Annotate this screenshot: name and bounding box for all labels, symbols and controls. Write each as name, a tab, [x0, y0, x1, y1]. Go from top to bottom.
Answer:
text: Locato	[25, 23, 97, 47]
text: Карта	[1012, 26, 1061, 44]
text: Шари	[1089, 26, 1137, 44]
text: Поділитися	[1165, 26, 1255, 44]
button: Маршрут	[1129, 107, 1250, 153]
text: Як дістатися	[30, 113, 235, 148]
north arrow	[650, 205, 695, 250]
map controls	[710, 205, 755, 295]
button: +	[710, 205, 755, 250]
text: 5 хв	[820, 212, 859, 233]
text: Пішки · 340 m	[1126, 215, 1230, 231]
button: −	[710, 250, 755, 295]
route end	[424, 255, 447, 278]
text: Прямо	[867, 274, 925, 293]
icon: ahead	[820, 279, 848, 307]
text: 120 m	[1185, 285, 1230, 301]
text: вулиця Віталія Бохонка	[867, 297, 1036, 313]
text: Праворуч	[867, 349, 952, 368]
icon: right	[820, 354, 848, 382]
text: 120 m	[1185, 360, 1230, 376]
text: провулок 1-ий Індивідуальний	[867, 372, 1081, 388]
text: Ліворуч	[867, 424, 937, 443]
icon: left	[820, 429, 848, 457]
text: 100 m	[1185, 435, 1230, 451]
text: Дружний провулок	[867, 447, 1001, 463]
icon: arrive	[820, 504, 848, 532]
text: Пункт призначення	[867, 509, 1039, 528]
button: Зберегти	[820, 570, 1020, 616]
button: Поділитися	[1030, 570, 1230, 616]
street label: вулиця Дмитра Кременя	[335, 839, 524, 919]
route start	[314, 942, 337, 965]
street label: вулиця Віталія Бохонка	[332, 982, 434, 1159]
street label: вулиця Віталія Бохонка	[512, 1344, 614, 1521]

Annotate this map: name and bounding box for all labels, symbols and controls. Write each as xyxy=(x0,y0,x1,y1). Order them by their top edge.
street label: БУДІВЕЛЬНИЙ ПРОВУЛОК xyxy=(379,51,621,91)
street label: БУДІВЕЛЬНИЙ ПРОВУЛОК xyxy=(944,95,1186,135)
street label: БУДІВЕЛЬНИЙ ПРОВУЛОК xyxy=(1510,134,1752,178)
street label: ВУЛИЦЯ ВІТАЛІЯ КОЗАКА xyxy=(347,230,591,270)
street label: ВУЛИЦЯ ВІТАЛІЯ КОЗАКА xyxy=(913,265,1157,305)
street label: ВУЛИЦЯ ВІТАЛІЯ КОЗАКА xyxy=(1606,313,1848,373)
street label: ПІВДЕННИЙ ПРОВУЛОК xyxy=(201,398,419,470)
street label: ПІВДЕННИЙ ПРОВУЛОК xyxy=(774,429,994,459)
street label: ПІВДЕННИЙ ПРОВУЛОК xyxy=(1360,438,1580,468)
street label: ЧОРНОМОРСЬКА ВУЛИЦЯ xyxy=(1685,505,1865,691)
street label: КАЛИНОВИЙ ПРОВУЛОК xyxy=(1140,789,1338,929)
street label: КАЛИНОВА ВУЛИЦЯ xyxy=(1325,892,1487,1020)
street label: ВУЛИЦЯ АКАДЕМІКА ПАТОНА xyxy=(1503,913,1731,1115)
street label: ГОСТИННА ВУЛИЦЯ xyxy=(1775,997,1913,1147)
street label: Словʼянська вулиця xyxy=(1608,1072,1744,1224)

EXERCISE AIM ▸
Output every entry exactly as it appears.

REPLY TO THE TASK ▸
Annotate this screenshot: name and bounding box for all labels, symbols and controls. Write each as name, a tab, [x0, y0, x1, y1]. Go from top to bottom.
Answer:
text: Locato	[25, 23, 97, 47]
text: Карта	[1012, 26, 1061, 44]
text: Шари	[1089, 26, 1137, 44]
text: Поділитися	[1165, 26, 1255, 44]
button: Маршрут	[1129, 107, 1250, 153]
text: Як дістатися	[30, 113, 235, 148]
north arrow	[650, 205, 695, 250]
map controls	[710, 205, 755, 295]
button: +	[710, 205, 755, 250]
text: 5 хв	[820, 212, 859, 233]
text: Пішки · 340 m	[1126, 215, 1230, 231]
button: −	[710, 250, 755, 295]
route end	[424, 255, 447, 278]
text: Прямо	[867, 274, 925, 293]
icon: ahead	[820, 279, 848, 307]
text: 120 m	[1185, 285, 1230, 301]
text: вулиця Віталія Бохонка	[867, 297, 1036, 313]
text: Праворуч	[867, 349, 952, 368]
icon: right	[820, 354, 848, 382]
text: 120 m	[1185, 360, 1230, 376]
text: провулок 1-ий Індивідуальний	[867, 372, 1081, 388]
text: Ліворуч	[867, 424, 937, 443]
icon: left	[820, 429, 848, 457]
text: 100 m	[1185, 435, 1230, 451]
text: Дружний провулок	[867, 447, 1001, 463]
icon: arrive	[820, 504, 848, 532]
text: Пункт призначення	[867, 509, 1039, 528]
button: Зберегти	[820, 570, 1020, 616]
button: Поділитися	[1030, 570, 1230, 616]
street label: вулиця Дмитра Кременя	[335, 839, 524, 919]
route start	[314, 942, 337, 965]
street label: вулиця Віталія Бохонка	[332, 982, 434, 1159]
street label: вулиця Віталія Бохонка	[512, 1344, 614, 1521]

Annotate this map: name and bounding box for all labels, symbols and controls. Write each as xyxy=(x0,y0,x1,y1). Order them by their top edge.
street label: БУДІВЕЛЬНИЙ ПРОВУЛОК xyxy=(379,51,621,91)
street label: БУДІВЕЛЬНИЙ ПРОВУЛОК xyxy=(944,95,1186,135)
street label: БУДІВЕЛЬНИЙ ПРОВУЛОК xyxy=(1510,134,1752,178)
street label: ВУЛИЦЯ ВІТАЛІЯ КОЗАКА xyxy=(347,230,591,270)
street label: ВУЛИЦЯ ВІТАЛІЯ КОЗАКА xyxy=(913,265,1157,305)
street label: ВУЛИЦЯ ВІТАЛІЯ КОЗАКА xyxy=(1606,313,1848,373)
street label: ПІВДЕННИЙ ПРОВУЛОК xyxy=(201,398,419,470)
street label: ПІВДЕННИЙ ПРОВУЛОК xyxy=(774,429,994,459)
street label: ПІВДЕННИЙ ПРОВУЛОК xyxy=(1360,438,1580,468)
street label: ЧОРНОМОРСЬКА ВУЛИЦЯ xyxy=(1685,505,1865,691)
street label: КАЛИНОВИЙ ПРОВУЛОК xyxy=(1140,789,1338,929)
street label: КАЛИНОВА ВУЛИЦЯ xyxy=(1325,892,1487,1020)
street label: ВУЛИЦЯ АКАДЕМІКА ПАТОНА xyxy=(1503,913,1731,1115)
street label: ГОСТИННА ВУЛИЦЯ xyxy=(1775,997,1913,1147)
street label: Словʼянська вулиця xyxy=(1608,1072,1744,1224)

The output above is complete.